Start of Extracted data

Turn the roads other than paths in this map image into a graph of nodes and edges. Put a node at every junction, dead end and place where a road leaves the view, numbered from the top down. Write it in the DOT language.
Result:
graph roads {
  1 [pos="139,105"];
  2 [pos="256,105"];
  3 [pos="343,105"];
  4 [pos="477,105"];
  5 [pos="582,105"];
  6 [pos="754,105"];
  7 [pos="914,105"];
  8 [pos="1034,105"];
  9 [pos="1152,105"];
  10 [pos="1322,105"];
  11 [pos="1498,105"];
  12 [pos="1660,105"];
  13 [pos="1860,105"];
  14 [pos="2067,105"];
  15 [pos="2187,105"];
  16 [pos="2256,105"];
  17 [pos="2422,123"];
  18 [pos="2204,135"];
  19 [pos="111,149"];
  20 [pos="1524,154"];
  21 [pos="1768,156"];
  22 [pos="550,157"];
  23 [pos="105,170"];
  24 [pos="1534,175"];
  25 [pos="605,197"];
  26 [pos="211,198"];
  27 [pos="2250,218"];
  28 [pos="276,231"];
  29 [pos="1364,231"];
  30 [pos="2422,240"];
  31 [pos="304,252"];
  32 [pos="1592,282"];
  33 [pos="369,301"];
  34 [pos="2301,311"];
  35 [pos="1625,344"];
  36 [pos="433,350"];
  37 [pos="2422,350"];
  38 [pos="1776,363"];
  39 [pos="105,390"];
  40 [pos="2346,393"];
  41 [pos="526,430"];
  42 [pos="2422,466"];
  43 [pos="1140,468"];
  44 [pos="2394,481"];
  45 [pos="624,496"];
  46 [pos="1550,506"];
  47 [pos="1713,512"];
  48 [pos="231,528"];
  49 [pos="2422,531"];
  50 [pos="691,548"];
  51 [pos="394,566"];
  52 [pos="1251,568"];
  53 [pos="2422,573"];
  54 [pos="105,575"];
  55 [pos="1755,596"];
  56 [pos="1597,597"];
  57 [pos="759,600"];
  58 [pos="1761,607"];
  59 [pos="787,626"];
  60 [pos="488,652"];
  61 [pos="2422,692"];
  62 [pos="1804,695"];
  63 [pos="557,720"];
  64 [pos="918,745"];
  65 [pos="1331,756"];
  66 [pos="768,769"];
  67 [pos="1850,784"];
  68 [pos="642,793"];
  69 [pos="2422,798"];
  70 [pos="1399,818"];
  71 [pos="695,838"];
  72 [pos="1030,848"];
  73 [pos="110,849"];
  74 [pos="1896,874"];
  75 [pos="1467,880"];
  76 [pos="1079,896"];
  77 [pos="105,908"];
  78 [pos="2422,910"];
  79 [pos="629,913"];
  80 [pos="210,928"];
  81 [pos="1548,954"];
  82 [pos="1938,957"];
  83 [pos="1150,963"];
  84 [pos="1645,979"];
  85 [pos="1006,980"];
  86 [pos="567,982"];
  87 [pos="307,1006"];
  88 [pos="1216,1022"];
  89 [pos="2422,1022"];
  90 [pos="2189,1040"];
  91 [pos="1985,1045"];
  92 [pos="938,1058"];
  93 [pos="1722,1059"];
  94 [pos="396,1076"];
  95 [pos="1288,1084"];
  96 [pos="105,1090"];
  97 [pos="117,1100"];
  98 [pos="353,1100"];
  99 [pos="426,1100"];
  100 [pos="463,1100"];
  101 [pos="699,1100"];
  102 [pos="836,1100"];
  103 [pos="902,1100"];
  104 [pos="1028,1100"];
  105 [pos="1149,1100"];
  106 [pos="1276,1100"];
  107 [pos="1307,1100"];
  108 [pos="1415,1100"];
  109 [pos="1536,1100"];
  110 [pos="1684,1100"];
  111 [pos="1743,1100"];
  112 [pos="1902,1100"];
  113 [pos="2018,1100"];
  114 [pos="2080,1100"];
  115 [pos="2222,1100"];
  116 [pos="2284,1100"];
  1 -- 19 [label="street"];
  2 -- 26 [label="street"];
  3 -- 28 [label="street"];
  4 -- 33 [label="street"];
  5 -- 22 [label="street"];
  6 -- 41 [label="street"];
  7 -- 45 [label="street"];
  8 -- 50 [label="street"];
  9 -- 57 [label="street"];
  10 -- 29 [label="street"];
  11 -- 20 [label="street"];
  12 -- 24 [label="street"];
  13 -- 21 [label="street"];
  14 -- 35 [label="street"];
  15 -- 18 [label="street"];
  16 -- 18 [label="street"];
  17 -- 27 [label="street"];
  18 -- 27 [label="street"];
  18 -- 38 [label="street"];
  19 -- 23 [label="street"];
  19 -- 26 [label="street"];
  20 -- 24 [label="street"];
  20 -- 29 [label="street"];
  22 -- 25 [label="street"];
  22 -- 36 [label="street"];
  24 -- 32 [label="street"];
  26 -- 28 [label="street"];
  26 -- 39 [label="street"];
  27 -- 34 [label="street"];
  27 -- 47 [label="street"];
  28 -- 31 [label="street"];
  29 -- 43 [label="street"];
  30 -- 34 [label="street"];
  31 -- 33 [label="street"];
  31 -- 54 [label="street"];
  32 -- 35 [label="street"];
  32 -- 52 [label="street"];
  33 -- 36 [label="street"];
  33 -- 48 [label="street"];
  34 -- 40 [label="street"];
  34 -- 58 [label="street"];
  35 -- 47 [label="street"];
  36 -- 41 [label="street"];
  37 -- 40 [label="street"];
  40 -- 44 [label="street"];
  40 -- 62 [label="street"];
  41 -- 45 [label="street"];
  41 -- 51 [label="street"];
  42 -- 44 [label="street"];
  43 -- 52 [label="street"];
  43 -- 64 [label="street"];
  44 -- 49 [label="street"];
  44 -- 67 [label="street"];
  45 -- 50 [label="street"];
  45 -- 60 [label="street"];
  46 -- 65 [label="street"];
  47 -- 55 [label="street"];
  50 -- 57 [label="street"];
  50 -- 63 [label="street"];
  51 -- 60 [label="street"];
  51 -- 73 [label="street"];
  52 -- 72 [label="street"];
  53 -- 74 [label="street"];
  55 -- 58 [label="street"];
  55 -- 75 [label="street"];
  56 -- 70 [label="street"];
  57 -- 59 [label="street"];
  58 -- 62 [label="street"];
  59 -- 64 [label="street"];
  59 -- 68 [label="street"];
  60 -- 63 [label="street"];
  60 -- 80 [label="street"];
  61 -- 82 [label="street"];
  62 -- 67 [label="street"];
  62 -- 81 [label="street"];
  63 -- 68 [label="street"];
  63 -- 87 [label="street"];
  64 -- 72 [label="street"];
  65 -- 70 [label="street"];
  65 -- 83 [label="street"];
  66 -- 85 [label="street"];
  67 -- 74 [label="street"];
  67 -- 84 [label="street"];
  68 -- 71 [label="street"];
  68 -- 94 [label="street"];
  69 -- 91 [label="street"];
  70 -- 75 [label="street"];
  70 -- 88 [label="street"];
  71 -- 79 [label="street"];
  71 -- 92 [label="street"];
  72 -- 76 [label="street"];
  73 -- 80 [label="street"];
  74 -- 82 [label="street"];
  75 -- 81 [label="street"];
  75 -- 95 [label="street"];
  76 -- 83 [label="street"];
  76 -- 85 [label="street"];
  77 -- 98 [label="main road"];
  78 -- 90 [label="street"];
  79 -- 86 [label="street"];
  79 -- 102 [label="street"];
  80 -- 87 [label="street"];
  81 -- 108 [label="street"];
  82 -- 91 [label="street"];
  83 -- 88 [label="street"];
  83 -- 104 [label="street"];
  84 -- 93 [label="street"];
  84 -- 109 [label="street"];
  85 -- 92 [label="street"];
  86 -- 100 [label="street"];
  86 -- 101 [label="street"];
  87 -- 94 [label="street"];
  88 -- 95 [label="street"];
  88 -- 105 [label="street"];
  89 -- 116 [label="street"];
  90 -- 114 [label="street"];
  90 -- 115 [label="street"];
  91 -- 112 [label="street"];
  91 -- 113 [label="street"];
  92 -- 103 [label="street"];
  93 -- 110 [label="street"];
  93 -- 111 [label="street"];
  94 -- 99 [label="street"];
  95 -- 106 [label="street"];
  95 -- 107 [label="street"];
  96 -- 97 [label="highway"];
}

End of Extracted data

_Task goal_
Your answer should be one number, the count of lines in the records that contain the word "roads".

_Output of the exercise_
2